→ TRY IT:
Begin at the line below that has "pinky dip: (1234, 798)" and stop after the line that has "wrist: (1265, 893)". Please restate only those lines, word for word.

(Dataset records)
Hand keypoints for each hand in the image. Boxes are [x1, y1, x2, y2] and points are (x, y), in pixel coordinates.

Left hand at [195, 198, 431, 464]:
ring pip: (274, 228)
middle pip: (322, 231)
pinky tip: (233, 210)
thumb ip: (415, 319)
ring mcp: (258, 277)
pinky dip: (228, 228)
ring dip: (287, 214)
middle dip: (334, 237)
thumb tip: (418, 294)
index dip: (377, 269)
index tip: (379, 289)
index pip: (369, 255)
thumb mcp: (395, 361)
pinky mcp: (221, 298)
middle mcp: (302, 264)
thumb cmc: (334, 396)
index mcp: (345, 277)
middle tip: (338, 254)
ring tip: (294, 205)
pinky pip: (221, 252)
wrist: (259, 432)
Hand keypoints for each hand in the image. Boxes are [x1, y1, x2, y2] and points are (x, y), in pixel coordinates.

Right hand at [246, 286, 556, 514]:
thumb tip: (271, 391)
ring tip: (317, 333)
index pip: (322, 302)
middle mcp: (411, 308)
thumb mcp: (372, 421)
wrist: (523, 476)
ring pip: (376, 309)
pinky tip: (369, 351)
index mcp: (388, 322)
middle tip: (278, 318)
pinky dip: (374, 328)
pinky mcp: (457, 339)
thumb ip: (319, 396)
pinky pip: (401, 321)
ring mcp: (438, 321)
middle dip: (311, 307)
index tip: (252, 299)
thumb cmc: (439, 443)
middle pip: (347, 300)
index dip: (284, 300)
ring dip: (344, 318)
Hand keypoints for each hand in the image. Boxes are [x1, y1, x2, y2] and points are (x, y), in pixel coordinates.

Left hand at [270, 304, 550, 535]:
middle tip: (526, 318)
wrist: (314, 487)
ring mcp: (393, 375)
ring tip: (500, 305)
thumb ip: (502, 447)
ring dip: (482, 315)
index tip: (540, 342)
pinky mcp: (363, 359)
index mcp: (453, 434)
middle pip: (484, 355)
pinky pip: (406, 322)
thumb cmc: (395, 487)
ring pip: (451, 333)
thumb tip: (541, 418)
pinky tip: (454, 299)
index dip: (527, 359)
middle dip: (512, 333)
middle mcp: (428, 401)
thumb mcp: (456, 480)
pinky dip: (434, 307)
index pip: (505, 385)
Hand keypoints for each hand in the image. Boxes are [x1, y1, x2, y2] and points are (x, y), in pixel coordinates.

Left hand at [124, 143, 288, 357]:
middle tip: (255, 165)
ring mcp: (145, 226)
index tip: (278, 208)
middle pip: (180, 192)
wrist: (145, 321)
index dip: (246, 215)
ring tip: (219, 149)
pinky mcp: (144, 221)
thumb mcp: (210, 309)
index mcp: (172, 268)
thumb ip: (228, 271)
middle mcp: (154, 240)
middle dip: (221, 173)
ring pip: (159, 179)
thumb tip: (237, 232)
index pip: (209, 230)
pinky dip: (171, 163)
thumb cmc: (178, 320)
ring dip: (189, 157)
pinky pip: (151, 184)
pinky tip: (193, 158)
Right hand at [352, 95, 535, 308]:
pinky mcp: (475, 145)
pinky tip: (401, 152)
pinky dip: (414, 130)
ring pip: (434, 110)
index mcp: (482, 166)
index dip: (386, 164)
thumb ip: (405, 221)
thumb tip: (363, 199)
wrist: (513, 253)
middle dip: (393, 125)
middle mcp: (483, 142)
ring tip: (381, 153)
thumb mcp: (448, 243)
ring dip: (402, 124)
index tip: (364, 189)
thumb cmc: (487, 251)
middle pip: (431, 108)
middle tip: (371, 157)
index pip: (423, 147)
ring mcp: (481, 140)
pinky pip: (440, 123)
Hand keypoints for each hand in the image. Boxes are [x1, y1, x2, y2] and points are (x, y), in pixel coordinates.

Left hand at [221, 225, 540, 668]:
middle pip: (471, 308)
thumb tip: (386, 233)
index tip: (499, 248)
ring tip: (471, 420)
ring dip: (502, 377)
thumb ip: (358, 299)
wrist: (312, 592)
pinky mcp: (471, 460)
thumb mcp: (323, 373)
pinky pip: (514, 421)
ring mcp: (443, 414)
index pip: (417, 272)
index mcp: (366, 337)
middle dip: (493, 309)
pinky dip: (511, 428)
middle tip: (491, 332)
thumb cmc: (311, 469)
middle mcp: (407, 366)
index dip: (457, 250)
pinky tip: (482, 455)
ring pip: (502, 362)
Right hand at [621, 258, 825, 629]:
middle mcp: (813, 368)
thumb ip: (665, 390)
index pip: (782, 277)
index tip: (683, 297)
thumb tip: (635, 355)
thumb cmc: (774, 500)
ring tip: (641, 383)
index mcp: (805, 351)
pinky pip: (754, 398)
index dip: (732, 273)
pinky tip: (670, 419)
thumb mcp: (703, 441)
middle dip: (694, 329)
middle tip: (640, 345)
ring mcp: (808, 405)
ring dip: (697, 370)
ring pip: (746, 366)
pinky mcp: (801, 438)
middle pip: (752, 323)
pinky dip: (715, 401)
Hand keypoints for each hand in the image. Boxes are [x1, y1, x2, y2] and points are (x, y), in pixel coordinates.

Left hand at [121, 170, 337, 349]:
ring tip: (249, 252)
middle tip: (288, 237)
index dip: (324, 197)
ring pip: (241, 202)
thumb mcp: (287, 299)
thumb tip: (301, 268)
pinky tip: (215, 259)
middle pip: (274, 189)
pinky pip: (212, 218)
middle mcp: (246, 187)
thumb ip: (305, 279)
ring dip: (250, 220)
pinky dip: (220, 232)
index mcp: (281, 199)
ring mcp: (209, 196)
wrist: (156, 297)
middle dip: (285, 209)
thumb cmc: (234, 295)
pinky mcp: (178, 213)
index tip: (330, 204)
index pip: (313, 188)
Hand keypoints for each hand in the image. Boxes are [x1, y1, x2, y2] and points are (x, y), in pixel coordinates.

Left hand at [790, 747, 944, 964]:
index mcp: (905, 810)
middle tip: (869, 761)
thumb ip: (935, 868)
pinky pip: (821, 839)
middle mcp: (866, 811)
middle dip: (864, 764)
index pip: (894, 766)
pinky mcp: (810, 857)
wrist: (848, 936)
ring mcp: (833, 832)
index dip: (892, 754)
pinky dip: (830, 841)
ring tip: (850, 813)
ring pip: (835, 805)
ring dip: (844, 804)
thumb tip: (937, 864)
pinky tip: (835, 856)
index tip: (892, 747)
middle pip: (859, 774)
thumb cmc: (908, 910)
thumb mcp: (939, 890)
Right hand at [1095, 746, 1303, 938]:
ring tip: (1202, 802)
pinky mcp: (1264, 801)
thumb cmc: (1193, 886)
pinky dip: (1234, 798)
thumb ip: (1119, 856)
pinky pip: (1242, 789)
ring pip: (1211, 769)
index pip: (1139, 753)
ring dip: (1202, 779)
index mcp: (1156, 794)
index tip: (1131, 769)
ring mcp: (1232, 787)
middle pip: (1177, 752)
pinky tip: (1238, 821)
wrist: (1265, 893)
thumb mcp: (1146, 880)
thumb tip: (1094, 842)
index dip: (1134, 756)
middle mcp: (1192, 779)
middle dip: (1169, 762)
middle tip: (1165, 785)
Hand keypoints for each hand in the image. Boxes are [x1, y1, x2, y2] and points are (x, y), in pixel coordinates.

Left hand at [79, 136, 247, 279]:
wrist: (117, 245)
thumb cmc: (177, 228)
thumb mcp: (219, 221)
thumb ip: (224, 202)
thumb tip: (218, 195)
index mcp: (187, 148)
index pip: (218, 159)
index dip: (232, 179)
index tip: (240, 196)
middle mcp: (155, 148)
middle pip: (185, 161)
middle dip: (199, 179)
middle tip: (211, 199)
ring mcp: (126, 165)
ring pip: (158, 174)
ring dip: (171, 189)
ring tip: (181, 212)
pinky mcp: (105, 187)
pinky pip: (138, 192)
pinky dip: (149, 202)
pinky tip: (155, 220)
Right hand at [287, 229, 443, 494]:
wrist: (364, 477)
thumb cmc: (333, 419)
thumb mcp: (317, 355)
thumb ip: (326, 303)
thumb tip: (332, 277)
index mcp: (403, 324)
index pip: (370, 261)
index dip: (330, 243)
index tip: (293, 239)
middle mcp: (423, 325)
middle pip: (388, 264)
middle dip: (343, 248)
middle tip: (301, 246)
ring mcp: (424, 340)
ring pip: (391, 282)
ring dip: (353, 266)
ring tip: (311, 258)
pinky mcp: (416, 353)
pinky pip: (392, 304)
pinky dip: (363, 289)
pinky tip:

→ RESULT OF THE EXERCISE:
pinky dip: (1234, 798)
thumb ip: (1119, 856)
pinky pip: (1242, 789)
ring pip: (1211, 769)
index pip: (1139, 753)
ring dip: (1202, 779)
index mcp: (1156, 794)
index tip: (1131, 769)
ring mcp: (1232, 787)
middle pip: (1177, 752)
pinky tip: (1238, 821)
wrist: (1265, 893)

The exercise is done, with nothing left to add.